-- Opening Marker --
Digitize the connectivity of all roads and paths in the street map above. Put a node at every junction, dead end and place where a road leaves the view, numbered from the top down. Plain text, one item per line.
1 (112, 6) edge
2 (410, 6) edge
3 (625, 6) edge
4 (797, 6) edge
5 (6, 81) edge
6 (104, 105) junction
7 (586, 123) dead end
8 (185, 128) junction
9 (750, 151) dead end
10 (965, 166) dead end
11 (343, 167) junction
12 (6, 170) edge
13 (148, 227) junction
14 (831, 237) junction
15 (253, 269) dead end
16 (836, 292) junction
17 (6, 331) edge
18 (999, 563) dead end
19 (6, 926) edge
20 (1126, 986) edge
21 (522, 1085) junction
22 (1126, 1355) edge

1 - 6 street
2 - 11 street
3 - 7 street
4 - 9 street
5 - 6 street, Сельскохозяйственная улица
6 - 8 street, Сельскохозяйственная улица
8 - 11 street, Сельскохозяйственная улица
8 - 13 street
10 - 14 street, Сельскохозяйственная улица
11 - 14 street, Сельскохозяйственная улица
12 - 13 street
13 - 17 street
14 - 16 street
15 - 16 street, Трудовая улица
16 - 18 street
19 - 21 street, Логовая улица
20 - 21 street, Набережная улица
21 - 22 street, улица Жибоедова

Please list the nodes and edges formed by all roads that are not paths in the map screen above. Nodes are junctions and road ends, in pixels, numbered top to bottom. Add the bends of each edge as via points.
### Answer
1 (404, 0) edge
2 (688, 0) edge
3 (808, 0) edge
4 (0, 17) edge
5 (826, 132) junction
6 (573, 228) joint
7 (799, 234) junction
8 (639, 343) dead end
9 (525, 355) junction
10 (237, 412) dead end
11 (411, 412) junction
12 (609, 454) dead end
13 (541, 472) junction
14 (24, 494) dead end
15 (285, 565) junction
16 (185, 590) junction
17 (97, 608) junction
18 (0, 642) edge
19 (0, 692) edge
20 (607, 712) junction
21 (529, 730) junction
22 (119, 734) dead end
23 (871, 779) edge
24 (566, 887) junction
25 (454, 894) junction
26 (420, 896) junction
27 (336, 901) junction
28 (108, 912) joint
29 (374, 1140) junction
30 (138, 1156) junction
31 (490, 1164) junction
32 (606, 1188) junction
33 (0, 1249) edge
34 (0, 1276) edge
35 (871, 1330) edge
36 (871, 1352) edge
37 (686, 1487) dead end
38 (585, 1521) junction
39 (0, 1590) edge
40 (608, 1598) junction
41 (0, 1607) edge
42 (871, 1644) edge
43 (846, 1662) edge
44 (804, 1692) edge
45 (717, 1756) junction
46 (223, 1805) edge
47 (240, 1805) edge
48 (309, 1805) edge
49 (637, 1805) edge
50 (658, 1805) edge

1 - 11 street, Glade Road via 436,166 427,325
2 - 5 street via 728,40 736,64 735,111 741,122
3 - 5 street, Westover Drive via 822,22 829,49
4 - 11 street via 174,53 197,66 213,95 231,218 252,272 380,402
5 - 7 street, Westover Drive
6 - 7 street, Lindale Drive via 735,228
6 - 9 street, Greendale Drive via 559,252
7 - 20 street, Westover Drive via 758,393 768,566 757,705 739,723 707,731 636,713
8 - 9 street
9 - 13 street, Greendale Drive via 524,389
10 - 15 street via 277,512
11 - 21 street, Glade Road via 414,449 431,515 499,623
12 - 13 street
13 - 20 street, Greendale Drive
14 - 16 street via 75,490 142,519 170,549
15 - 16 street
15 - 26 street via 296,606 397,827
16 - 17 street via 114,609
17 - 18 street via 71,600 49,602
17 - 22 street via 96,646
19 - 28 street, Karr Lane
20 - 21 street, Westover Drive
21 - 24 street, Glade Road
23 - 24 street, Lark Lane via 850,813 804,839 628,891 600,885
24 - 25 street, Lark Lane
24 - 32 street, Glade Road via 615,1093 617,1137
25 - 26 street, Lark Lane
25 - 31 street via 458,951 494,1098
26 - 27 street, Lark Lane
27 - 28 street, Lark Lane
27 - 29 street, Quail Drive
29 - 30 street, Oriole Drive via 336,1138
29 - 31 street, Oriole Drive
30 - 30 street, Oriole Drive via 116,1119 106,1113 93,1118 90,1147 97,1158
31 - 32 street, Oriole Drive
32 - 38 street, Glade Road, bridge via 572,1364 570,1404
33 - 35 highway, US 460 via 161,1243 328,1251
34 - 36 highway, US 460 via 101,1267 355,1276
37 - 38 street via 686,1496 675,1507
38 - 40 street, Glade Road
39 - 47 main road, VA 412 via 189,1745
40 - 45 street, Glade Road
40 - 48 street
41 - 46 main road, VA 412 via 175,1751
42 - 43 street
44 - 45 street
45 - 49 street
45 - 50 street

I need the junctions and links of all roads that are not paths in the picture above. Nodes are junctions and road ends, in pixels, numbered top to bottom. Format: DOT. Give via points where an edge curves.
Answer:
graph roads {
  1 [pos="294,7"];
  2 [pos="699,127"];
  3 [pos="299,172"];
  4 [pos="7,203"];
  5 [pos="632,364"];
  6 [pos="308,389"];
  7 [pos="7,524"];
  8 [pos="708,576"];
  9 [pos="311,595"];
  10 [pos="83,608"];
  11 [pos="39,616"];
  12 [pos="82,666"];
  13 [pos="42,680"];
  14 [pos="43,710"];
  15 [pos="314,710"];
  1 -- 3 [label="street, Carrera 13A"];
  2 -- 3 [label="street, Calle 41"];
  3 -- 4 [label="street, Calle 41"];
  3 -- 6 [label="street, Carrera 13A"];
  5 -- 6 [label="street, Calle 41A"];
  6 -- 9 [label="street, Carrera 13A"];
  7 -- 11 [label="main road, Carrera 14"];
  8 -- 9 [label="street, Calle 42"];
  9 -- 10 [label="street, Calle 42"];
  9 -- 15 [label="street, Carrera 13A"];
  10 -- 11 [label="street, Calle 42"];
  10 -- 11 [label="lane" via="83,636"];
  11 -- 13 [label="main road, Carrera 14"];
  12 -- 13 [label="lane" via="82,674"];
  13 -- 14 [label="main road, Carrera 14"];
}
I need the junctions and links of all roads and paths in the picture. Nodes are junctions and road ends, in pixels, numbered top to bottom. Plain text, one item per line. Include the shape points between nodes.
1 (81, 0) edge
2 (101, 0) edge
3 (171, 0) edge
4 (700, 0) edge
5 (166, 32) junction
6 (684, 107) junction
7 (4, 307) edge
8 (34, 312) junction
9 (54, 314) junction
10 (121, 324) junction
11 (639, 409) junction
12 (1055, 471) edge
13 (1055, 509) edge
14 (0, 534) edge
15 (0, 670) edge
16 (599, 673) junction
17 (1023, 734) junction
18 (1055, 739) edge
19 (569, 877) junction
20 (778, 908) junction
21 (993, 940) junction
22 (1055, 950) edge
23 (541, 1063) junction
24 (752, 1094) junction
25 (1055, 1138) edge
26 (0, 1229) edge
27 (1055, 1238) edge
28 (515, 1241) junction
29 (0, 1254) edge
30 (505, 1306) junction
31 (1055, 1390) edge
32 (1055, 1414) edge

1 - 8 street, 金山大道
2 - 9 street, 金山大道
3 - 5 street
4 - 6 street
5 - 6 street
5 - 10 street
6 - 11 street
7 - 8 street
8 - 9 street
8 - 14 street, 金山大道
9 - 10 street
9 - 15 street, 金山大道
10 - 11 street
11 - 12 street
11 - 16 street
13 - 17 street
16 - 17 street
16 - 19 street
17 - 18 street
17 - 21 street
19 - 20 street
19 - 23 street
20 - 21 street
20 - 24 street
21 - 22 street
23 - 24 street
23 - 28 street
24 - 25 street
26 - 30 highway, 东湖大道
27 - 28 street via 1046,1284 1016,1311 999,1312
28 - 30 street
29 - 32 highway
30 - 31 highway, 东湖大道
-- Closing Marker --
Copy out the entries from the material above, matching each one exactly.

Digitize the connectivity of all roads and paths in the street map above. Put a node at every junction, dead end and place where a road leaves the view, numbered from the top down. Plain text, one item per line.
1 (112, 6) edge
2 (410, 6) edge
3 (625, 6) edge
4 (797, 6) edge
5 (6, 81) edge
6 (104, 105) junction
7 (586, 123) dead end
8 (185, 128) junction
9 (750, 151) dead end
10 (965, 166) dead end
11 (343, 167) junction
12 (6, 170) edge
13 (148, 227) junction
14 (831, 237) junction
15 (253, 269) dead end
16 (836, 292) junction
17 (6, 331) edge
18 (999, 563) dead end
19 (6, 926) edge
20 (1126, 986) edge
21 (522, 1085) junction
22 (1126, 1355) edge

1 - 6 street
2 - 11 street
3 - 7 street
4 - 9 street
5 - 6 street, Сельскохозяйственная улица
6 - 8 street, Сельскохозяйственная улица
8 - 11 street, Сельскохозяйственная улица
8 - 13 street
10 - 14 street, Сельскохозяйственная улица
11 - 14 street, Сельскохозяйственная улица
12 - 13 street
13 - 17 street
14 - 16 street
15 - 16 street, Трудовая улица
16 - 18 street
19 - 21 street, Логовая улица
20 - 21 street, Набережная улица
21 - 22 street, улица Жибоедова

Please list the nodes and edges formed by all roads that are not paths in the map screen above. Nodes are junctions and road ends, in pixels, numbered top to bottom. Add the bends of each edge as via points.
### Answer
1 (404, 0) edge
2 (688, 0) edge
3 (808, 0) edge
4 (0, 17) edge
5 (826, 132) junction
6 (573, 228) joint
7 (799, 234) junction
8 (639, 343) dead end
9 (525, 355) junction
10 (237, 412) dead end
11 (411, 412) junction
12 (609, 454) dead end
13 (541, 472) junction
14 (24, 494) dead end
15 (285, 565) junction
16 (185, 590) junction
17 (97, 608) junction
18 (0, 642) edge
19 (0, 692) edge
20 (607, 712) junction
21 (529, 730) junction
22 (119, 734) dead end
23 (871, 779) edge
24 (566, 887) junction
25 (454, 894) junction
26 (420, 896) junction
27 (336, 901) junction
28 (108, 912) joint
29 (374, 1140) junction
30 (138, 1156) junction
31 (490, 1164) junction
32 (606, 1188) junction
33 (0, 1249) edge
34 (0, 1276) edge
35 (871, 1330) edge
36 (871, 1352) edge
37 (686, 1487) dead end
38 (585, 1521) junction
39 (0, 1590) edge
40 (608, 1598) junction
41 (0, 1607) edge
42 (871, 1644) edge
43 (846, 1662) edge
44 (804, 1692) edge
45 (717, 1756) junction
46 (223, 1805) edge
47 (240, 1805) edge
48 (309, 1805) edge
49 (637, 1805) edge
50 (658, 1805) edge

1 - 11 street, Glade Road via 436,166 427,325
2 - 5 street via 728,40 736,64 735,111 741,122
3 - 5 street, Westover Drive via 822,22 829,49
4 - 11 street via 174,53 197,66 213,95 231,218 252,272 380,402
5 - 7 street, Westover Drive
6 - 7 street, Lindale Drive via 735,228
6 - 9 street, Greendale Drive via 559,252
7 - 20 street, Westover Drive via 758,393 768,566 757,705 739,723 707,731 636,713
8 - 9 street
9 - 13 street, Greendale Drive via 524,389
10 - 15 street via 277,512
11 - 21 street, Glade Road via 414,449 431,515 499,623
12 - 13 street
13 - 20 street, Greendale Drive
14 - 16 street via 75,490 142,519 170,549
15 - 16 street
15 - 26 street via 296,606 397,827
16 - 17 street via 114,609
17 - 18 street via 71,600 49,602
17 - 22 street via 96,646
19 - 28 street, Karr Lane
20 - 21 street, Westover Drive
21 - 24 street, Glade Road
23 - 24 street, Lark Lane via 850,813 804,839 628,891 600,885
24 - 25 street, Lark Lane
24 - 32 street, Glade Road via 615,1093 617,1137
25 - 26 street, Lark Lane
25 - 31 street via 458,951 494,1098
26 - 27 street, Lark Lane
27 - 28 street, Lark Lane
27 - 29 street, Quail Drive
29 - 30 street, Oriole Drive via 336,1138
29 - 31 street, Oriole Drive
30 - 30 street, Oriole Drive via 116,1119 106,1113 93,1118 90,1147 97,1158
31 - 32 street, Oriole Drive
32 - 38 street, Glade Road, bridge via 572,1364 570,1404
33 - 35 highway, US 460 via 161,1243 328,1251
34 - 36 highway, US 460 via 101,1267 355,1276
37 - 38 street via 686,1496 675,1507
38 - 40 street, Glade Road
39 - 47 main road, VA 412 via 189,1745
40 - 45 street, Glade Road
40 - 48 street
41 - 46 main road, VA 412 via 175,1751
42 - 43 street
44 - 45 street
45 - 49 street
45 - 50 street

I need the junctions and links of all roads that are not paths in the picture above. Nodes are junctions and road ends, in pixels, numbered top to bottom. Format: DOT. Give via points where an edge curves.
Answer:
graph roads {
  1 [pos="294,7"];
  2 [pos="699,127"];
  3 [pos="299,172"];
  4 [pos="7,203"];
  5 [pos="632,364"];
  6 [pos="308,389"];
  7 [pos="7,524"];
  8 [pos="708,576"];
  9 [pos="311,595"];
  10 [pos="83,608"];
  11 [pos="39,616"];
  12 [pos="82,666"];
  13 [pos="42,680"];
  14 [pos="43,710"];
  15 [pos="314,710"];
  1 -- 3 [label="street, Carrera 13A"];
  2 -- 3 [label="street, Calle 41"];
  3 -- 4 [label="street, Calle 41"];
  3 -- 6 [label="street, Carrera 13A"];
  5 -- 6 [label="street, Calle 41A"];
  6 -- 9 [label="street, Carrera 13A"];
  7 -- 11 [label="main road, Carrera 14"];
  8 -- 9 [label="street, Calle 42"];
  9 -- 10 [label="street, Calle 42"];
  9 -- 15 [label="street, Carrera 13A"];
  10 -- 11 [label="street, Calle 42"];
  10 -- 11 [label="lane" via="83,636"];
  11 -- 13 [label="main road, Carrera 14"];
  12 -- 13 [label="lane" via="82,674"];
  13 -- 14 [label="main road, Carrera 14"];
}
I need the junctions and links of all roads and paths in the picture. Nodes are junctions and road ends, in pixels, numbered top to bottom. Plain text, one item per line. Include the shape points between nodes.
1 (81, 0) edge
2 (101, 0) edge
3 (171, 0) edge
4 (700, 0) edge
5 (166, 32) junction
6 (684, 107) junction
7 (4, 307) edge
8 (34, 312) junction
9 (54, 314) junction
10 (121, 324) junction
11 (639, 409) junction
12 (1055, 471) edge
13 (1055, 509) edge
14 (0, 534) edge
15 (0, 670) edge
16 (599, 673) junction
17 (1023, 734) junction
18 (1055, 739) edge
19 (569, 877) junction
20 (778, 908) junction
21 (993, 940) junction
22 (1055, 950) edge
23 (541, 1063) junction
24 (752, 1094) junction
25 (1055, 1138) edge
26 (0, 1229) edge
27 (1055, 1238) edge
28 (515, 1241) junction
29 (0, 1254) edge
30 (505, 1306) junction
31 (1055, 1390) edge
32 (1055, 1414) edge

1 - 8 street, 金山大道
2 - 9 street, 金山大道
3 - 5 street
4 - 6 street
5 - 6 street
5 - 10 street
6 - 11 street
7 - 8 street
8 - 9 street
8 - 14 street, 金山大道
9 - 10 street
9 - 15 street, 金山大道
10 - 11 street
11 - 12 street
11 - 16 street
13 - 17 street
16 - 17 street
16 - 19 street
17 - 18 street
17 - 21 street
19 - 20 street
19 - 23 street
20 - 21 street
20 - 24 street
21 - 22 street
23 - 24 street
23 - 28 street
24 - 25 street
26 - 30 highway, 东湖大道
27 - 28 street via 1046,1284 1016,1311 999,1312
28 - 30 street
29 - 32 highway
30 - 31 highway, 东湖大道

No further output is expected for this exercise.